* _Your assignment_: Copy every line of the data that includes the string "الشيخ".

:: Data to examine

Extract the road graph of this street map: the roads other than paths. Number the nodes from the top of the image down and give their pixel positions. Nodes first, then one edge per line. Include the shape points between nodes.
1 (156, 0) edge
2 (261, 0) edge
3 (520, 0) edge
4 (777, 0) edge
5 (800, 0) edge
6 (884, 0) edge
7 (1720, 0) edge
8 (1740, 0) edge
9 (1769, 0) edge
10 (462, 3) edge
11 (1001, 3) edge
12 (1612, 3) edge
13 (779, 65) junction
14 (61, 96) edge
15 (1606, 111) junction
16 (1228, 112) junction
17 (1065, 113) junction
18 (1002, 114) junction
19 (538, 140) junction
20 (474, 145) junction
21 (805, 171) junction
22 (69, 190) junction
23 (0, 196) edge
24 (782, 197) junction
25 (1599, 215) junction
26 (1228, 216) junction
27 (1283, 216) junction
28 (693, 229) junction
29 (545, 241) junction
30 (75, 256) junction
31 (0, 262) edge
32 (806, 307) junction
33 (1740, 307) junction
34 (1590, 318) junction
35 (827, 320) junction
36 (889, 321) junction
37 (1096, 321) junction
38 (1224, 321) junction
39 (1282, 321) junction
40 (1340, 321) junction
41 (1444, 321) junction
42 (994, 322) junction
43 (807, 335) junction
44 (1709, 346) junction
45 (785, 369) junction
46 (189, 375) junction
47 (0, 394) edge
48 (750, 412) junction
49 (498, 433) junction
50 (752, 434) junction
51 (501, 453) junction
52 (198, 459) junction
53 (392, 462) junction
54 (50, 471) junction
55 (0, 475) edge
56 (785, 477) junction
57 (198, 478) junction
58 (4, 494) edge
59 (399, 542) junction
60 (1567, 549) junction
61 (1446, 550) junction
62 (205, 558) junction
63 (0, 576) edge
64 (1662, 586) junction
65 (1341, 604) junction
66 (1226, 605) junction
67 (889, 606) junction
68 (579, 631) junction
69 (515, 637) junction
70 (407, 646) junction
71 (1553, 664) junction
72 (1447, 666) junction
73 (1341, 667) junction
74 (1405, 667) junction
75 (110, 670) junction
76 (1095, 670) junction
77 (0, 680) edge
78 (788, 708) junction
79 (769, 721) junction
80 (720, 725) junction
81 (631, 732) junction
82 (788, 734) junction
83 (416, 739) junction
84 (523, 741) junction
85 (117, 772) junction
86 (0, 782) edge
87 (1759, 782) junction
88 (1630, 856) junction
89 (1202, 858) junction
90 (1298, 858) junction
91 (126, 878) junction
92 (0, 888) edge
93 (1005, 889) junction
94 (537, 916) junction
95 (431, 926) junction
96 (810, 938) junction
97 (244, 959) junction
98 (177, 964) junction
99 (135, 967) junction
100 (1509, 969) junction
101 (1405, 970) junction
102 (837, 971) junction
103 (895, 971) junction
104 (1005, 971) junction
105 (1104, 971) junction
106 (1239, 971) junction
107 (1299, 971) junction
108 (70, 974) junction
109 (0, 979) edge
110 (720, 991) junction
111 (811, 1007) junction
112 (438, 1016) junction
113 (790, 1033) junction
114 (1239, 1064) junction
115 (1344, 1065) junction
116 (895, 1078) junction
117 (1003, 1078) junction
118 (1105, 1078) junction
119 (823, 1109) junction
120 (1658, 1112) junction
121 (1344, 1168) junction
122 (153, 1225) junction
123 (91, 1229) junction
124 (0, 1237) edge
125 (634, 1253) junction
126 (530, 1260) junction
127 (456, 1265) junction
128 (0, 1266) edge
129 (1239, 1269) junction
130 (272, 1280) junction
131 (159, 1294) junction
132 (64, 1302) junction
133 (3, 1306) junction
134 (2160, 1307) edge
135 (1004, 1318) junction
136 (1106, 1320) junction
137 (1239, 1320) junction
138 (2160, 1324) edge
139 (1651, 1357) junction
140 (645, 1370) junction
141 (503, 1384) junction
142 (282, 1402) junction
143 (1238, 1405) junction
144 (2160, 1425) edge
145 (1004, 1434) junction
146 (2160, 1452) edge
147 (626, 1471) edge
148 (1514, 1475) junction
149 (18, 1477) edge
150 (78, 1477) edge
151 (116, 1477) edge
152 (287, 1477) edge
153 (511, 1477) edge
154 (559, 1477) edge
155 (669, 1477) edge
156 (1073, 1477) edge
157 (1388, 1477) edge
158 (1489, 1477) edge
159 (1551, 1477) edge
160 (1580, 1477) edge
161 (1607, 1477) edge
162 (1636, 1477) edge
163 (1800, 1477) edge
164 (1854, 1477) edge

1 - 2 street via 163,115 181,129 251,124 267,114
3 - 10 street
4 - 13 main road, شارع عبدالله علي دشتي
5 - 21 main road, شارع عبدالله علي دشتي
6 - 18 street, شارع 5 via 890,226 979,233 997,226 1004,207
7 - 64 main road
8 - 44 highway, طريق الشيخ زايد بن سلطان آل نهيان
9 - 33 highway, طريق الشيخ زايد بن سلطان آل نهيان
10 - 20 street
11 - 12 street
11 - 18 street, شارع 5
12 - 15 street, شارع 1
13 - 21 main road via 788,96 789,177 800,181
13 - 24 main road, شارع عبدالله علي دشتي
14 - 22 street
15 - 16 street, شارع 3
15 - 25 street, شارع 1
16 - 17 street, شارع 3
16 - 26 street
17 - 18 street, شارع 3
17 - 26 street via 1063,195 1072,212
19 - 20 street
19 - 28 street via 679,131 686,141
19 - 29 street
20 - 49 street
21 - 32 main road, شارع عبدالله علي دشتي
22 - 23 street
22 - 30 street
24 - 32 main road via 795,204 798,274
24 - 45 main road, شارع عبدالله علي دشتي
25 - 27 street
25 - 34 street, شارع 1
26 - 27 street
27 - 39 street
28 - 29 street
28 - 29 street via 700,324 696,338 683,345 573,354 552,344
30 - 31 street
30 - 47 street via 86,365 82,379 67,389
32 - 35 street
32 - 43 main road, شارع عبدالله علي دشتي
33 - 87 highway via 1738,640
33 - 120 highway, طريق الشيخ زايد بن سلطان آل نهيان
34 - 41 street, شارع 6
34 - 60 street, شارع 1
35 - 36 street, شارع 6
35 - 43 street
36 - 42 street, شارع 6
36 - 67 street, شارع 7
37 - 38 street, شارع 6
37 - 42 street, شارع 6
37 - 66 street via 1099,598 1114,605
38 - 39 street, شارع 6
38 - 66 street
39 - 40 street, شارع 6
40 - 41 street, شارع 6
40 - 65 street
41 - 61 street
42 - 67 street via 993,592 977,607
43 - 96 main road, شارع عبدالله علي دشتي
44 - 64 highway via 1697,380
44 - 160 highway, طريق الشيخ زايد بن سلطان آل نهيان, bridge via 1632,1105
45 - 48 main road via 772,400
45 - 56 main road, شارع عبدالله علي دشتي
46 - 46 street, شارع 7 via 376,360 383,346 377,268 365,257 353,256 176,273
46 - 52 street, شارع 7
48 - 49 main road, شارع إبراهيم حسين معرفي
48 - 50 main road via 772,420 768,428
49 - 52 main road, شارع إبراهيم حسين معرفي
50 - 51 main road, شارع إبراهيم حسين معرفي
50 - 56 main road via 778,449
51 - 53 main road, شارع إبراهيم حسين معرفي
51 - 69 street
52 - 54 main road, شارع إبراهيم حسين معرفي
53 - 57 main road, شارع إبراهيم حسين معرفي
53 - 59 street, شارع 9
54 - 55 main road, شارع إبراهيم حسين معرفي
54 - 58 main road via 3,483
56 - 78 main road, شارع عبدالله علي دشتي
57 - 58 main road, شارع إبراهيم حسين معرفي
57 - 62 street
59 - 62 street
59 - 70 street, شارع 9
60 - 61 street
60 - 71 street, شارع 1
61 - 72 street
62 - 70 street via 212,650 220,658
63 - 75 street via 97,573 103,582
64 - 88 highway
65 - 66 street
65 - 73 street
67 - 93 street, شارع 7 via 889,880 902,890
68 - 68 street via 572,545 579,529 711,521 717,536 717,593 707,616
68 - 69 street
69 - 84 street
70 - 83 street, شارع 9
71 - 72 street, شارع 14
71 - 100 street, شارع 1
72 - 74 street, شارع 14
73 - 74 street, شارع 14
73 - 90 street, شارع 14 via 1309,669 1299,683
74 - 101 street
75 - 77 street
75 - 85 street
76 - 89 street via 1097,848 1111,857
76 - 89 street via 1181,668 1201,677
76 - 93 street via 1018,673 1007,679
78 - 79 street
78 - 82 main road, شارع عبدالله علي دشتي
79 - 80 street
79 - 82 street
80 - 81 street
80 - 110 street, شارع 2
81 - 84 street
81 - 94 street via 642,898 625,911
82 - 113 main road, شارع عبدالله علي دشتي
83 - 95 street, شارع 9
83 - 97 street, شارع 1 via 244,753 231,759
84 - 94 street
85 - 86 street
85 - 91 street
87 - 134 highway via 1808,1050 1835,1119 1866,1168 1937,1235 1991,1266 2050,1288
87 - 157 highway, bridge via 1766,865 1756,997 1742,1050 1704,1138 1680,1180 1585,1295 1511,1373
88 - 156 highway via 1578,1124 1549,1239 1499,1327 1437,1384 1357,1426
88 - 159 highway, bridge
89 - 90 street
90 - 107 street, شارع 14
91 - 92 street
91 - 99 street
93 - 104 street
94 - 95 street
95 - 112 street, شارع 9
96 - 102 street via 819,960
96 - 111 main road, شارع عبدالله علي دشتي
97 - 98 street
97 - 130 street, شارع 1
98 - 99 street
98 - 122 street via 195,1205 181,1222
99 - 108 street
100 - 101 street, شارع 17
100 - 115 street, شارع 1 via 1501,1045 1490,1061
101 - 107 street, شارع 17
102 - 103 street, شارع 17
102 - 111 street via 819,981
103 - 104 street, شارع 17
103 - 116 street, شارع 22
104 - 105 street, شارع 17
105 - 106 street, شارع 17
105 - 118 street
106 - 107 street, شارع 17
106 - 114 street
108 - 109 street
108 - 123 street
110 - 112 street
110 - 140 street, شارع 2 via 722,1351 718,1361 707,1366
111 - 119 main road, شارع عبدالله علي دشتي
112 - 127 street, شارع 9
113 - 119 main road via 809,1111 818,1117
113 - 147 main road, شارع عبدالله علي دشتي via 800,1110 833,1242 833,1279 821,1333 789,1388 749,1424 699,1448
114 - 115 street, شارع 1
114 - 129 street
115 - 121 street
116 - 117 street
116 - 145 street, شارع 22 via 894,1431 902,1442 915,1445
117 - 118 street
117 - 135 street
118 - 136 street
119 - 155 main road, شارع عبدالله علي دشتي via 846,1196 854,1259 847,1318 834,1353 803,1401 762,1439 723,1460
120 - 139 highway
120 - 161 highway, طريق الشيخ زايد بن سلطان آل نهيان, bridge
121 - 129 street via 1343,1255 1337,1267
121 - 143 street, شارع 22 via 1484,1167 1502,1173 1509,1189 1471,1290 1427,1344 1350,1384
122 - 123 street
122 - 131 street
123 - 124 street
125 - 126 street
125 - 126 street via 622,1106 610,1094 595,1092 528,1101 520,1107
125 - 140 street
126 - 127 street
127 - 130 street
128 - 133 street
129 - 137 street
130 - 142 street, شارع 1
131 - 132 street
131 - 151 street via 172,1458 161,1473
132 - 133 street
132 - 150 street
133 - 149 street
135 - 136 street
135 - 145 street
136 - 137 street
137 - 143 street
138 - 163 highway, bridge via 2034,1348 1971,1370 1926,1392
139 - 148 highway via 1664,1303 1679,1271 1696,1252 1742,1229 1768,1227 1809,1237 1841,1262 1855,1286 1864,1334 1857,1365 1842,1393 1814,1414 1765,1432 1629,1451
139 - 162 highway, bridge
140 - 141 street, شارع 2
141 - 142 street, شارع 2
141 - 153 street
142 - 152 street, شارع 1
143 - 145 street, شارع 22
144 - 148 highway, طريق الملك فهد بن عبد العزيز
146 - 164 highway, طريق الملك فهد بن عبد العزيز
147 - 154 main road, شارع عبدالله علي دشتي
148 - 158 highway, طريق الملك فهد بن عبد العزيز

::::

* _Answer to this task_:
8 - 44 highway, طريق الشيخ زايد بن سلطان آل نهيان
9 - 33 highway, طريق الشيخ زايد بن سلطان آل نهيان
33 - 120 highway, طريق الشيخ زايد بن سلطان آل نهيان
44 - 160 highway, طريق الشيخ زايد بن سلطان آل نهيان, bridge via 1632,1105
120 - 161 highway, طريق الشيخ زايد بن سلطان آل نهيان, bridge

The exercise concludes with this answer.